Davacı, 2001-2005 yılları arasında Tarım Bağ-Kur sigortalısı olduğunu ve aksi yöndeki Kurum işleminin iptaline karar verilmesini istemiştir. Mahkeme isteği reddetmiştir.
Davacı, bu kararı temyiz etmiş ancak bozma kararına rağmen yeniden davanın reddine karar verilmiştir.
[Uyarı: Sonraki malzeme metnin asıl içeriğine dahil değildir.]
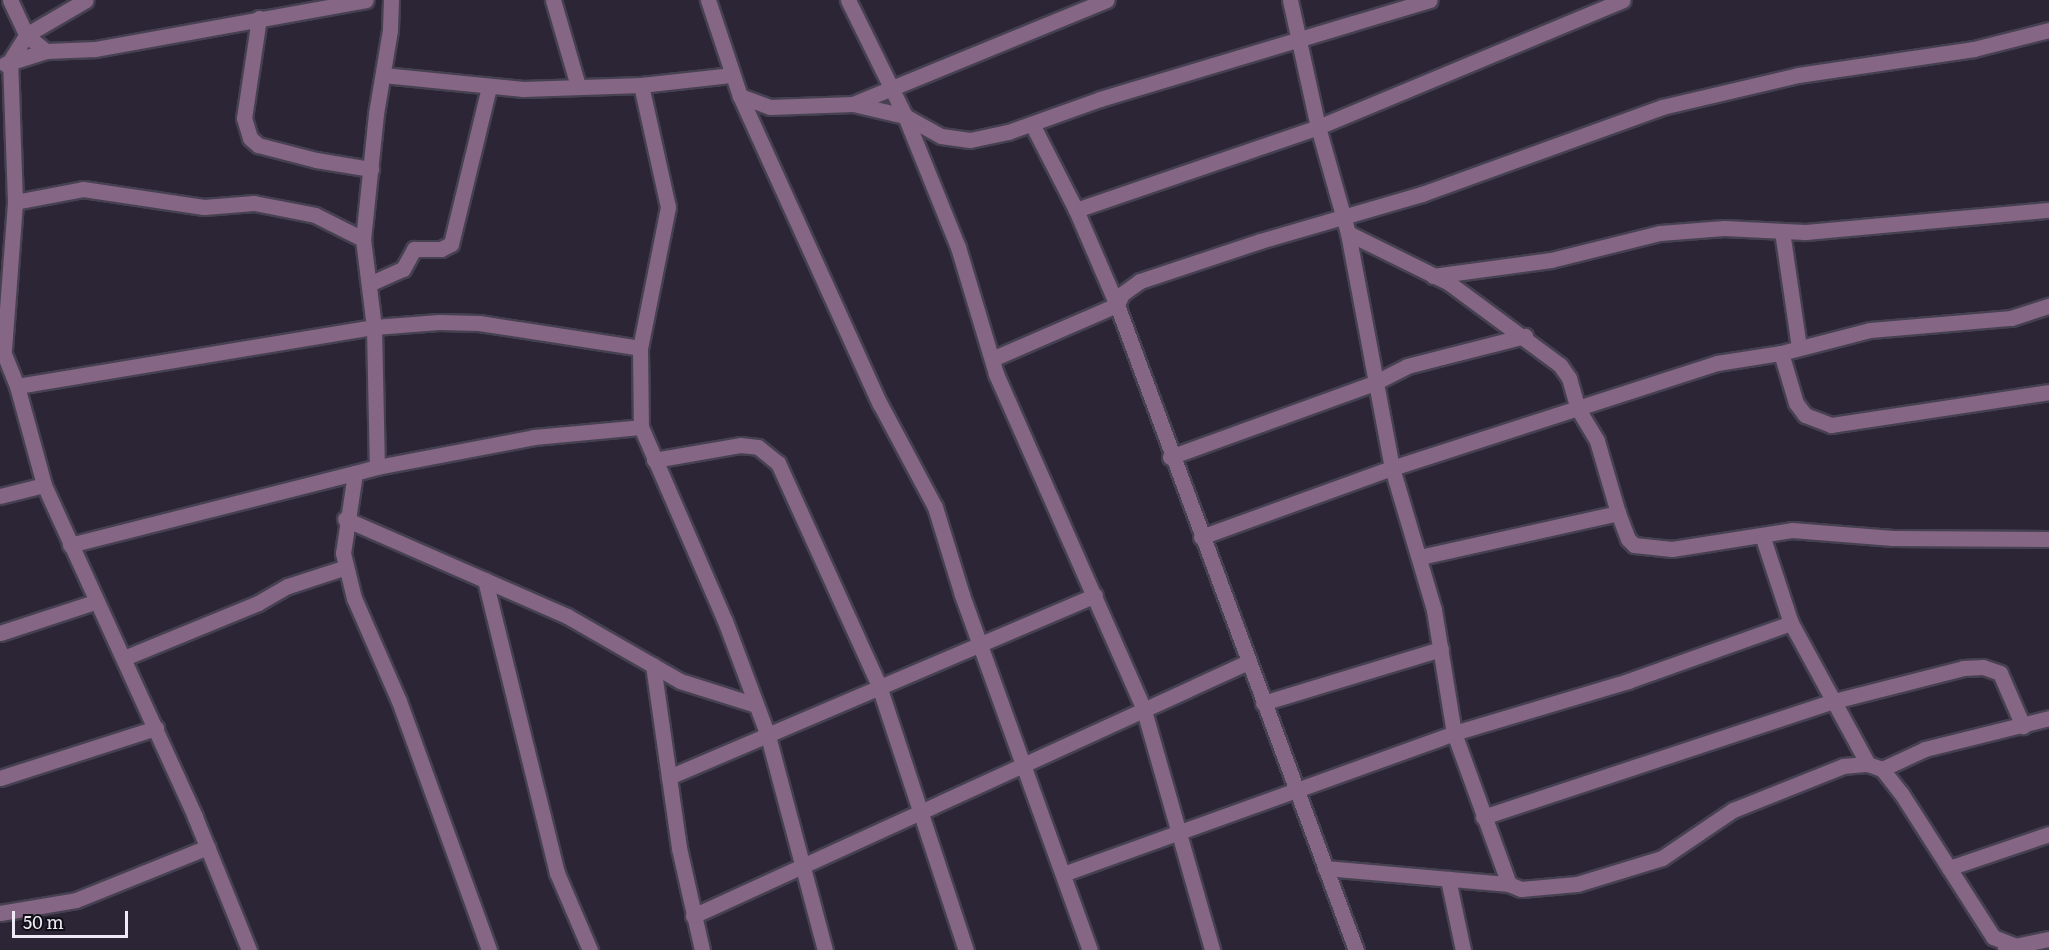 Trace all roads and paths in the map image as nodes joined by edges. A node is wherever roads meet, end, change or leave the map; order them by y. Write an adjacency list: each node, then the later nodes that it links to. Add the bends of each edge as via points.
1 (10, 0): 14 (street)
2 (86, 0): 14 (street)
3 (366, 0): 12 (street)
4 (391, 0): 18 (street)
5 (553, 0): 21 (street)
6 (708, 0): 19 (street)
7 (848, 0): 23 (street)
8 (1106, 0): 23 (street)
9 (1290, 0): 15 (street)
10 (1429, 0): 15 (street)
11 (1623, 0): 28 (street)
12 (259, 18): 16 (street, via 95,49); 29 (street, via 243,118 250,138 258,145 316,160)
13 (2049, 30): 33 (street, via 1974,50 1797,75 1662,107 1422,194)
14 (26, 35): 16 (street); 17 (street)
15 (1297, 41): 27 (street, via 1258,50); 28 (street)
16 (46, 51): 17 (street)
17 (5, 64): 30 (street)
18 (383, 75): 22 (street); 29 (street)
19 (732, 75): 20 (street); 24 (street)
20 (641, 85): 21 (street); 45 (street, via 668,207)
21 (578, 86): 22 (street)
22 (489, 87): 38 (street, via 452,244 441,249 414,249 403,269)
23 (889, 88): 25 (street); 26 (street)
24 (741, 96): 25 (street, via 770,107); 73 (street, via 880,404 935,507)
25 (853, 104): 26 (street)
26 (905, 116): 27 (street, via 941,136 970,140); 47 (street, via 958,247)
27 (1032, 124): 31 (street)
28 (1318, 127): 31 (street); 33 (street)
29 (371, 169): 36 (street)
30 (15, 202): 36 (street, via 83,189 204,207 254,202 315,215); 43 (street)
31 (1076, 210): 39 (street)
32 (2049, 210): 34 (street, via 1868,228)
33 (1344, 216): 35 (street); 39 (street, via 1140,281 1122,294)
34 (1782, 231): 37 (street, via 1724,228 1660,233 1551,260); 44 (street)
35 (1348, 233): 37 (street); 48 (street)
36 (363, 239): 38 (street)
37 (1433, 276): 42 (street)
38 (369, 284): 41 (street)
39 (1117, 305): 47 (street); 53 (street)
40 (2049, 306): 44 (street, via 2011,318 1870,330)
41 (374, 327): 45 (street, via 479,323); 49 (street); 55 (street)
42 (1525, 336): 48 (street, via 1407,366); 51 (street, via 1560,365 1569,378)
43 (2, 346): 49 (street)
44 (1799, 347): 46 (street)
45 (640, 348): 52 (street)
46 (1781, 353): 50 (street, via 1805,416 1831,425); 51 (street, via 1718,363)
47 (992, 358): 69 (street)
48 (1374, 383): 53 (street); 56 (street)
49 (17, 386): 58 (street)
50 (2049, 392)
51 (1578, 408): 56 (street); 60 (street, via 1597,441)
52 (641, 427): 54 (street); 55 (street, via 534,437)
53 (1170, 457): 63 (street)
54 (654, 460): 78 (street, via 740,445 770,453 778,463); 81 (street, via 725,621)
55 (377, 466): 57 (street)
56 (1392, 468): 63 (street); 66 (street)
57 (355, 473): 61 (street); 65 (street)
58 (44, 485): 59 (street); 65 (street)
59 (0, 496)
60 (1618, 513): 62 (street, via 1628,539 1641,549 1690,548); 66 (street)
61 (345, 519): 67 (street); 68 (street)
62 (1762, 536): 64 (street, via 1792,530 1893,538); 71 (street)
63 (1201, 537): 76 (street)
64 (2049, 539)
65 (70, 545): 70 (street)
66 (1420, 557): 74 (street)
67 (346, 567): 75 (street, via 288,586 258,603); 109 (street, via 354,598 399,701)
68 (485, 580): 77 (street, via 576,621); 110 (street, via 556,873)
69 (1095, 595): 73 (street); 82 (street)
70 (95, 602): 72 (street); 75 (street)
71 (1791, 623): 79 (street); 86 (street, via 1628,681)
72 (0, 633)
73 (980, 643): 78 (street); 88 (street)
74 (1441, 649): 80 (street); 86 (street)
75 (124, 658): 85 (street)
76 (1248, 662): 80 (street); 82 (street)
77 (653, 665): 81 (street, via 703,690); 90 (street)
78 (879, 686): 87 (street); 93 (street)
79 (1834, 700): 84 (street, via 1983,666 2000,673); 89 (street); 94 (street)
80 (1263, 704): 92 (street)
81 (756, 705): 87 (street)
82 (1143, 707): 88 (street); 95 (street)
83 (2049, 718): 84 (street)
84 (2023, 726): 89 (street, via 1925,749)
85 (156, 728): 91 (street); 97 (street)
86 (1454, 733): 92 (street); 94 (street)
87 (768, 736): 90 (street); 100 (street)
88 (1024, 765): 93 (street); 101 (street)
89 (1875, 766): 99 (street); 103 (street, via 1843,766 1733,810 1662,858 1630,870 1541,890)
90 (669, 777): 105 (street)
91 (0, 778)
92 (1297, 790): 95 (street); 98 (street)
93 (922, 809): 100 (street); 113 (street)
94 (1483, 817): 103 (street)
95 (1180, 828): 101 (street); 115 (street)
96 (2049, 834): 99 (street)
97 (208, 847): 104 (street, via 76,900); 108 (street)
98 (1325, 868): 102 (street); 116 (street)
99 (1949, 868): 107 (street)
100 (801, 870): 105 (street); 112 (street)
101 (1063, 874): 114 (street)
102 (1448, 879): 103 (street); 117 (street)
103 (1509, 884)
104 (0, 913)
105 (693, 916): 111 (street)
106 (2049, 939): 107 (street)
107 (2000, 945)
108 (249, 950)
109 (489, 950)
110 (590, 950)
111 (702, 950)
112 (825, 950)
113 (966, 950)
114 (1090, 950)
115 (1212, 950)
116 (1356, 950)
117 (1463, 950)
Dosya incelendiğinde ise davacının sigortalılık şartlarını sağlayıp sağlamadığı konusunda yeterli araştırmanın yapılmadığı anlaşılmıştır.
Sigortalılık hakkı sıkı sıkıya bağlı dokunulmaz ve feragat edilemez bir hak olduğundan, davacının sigortalılık hakkından feragat edilemeyeceği belirtilmiştir.
Mahkemece yapılması gereken, davacının yıllık tarımsal faaliyet gelirlerinden, bu faaliyete ilişkin masraflar düşüldükten sonra kalan tutarın aylık ortalamasının, Kanunda belirtilen prime esas günlük kazanç alt sınırının otuz katından az olup olmadığının Vergi Dairesi, Veteriner Müdürlüğü, Tapu Dairesi ve Ziraat Odası’ndan sorularak belirlenmesi ve sonucuna göre karar verilmesidir.
Kararda geçen kanun maddeleri:
-Anayasa’nın 12. maddesi, kişiliğine bağlı, dokunulmaz, devredilmez, vazgeçilmez temel hak ve hürriyetlere sahip olma hakkı.
-Anayasa’nın 60. maddesi, herkesin sosyal güvenlik hakkına sahip olduğu hakkında kanun ve düzenlemeler yapma hakkı.
-2926 sayılı Yasanın 4/son maddesi, tarımsal faaliyet gelirlerinden, bu faaliyete ilişkin masraflar düşüldükten sonra kalan tutarın aylık ortalamasının prime esas günlük kazanç alt sınırının otuz katından az olması durumunda sigortalı sayılmama hükmü.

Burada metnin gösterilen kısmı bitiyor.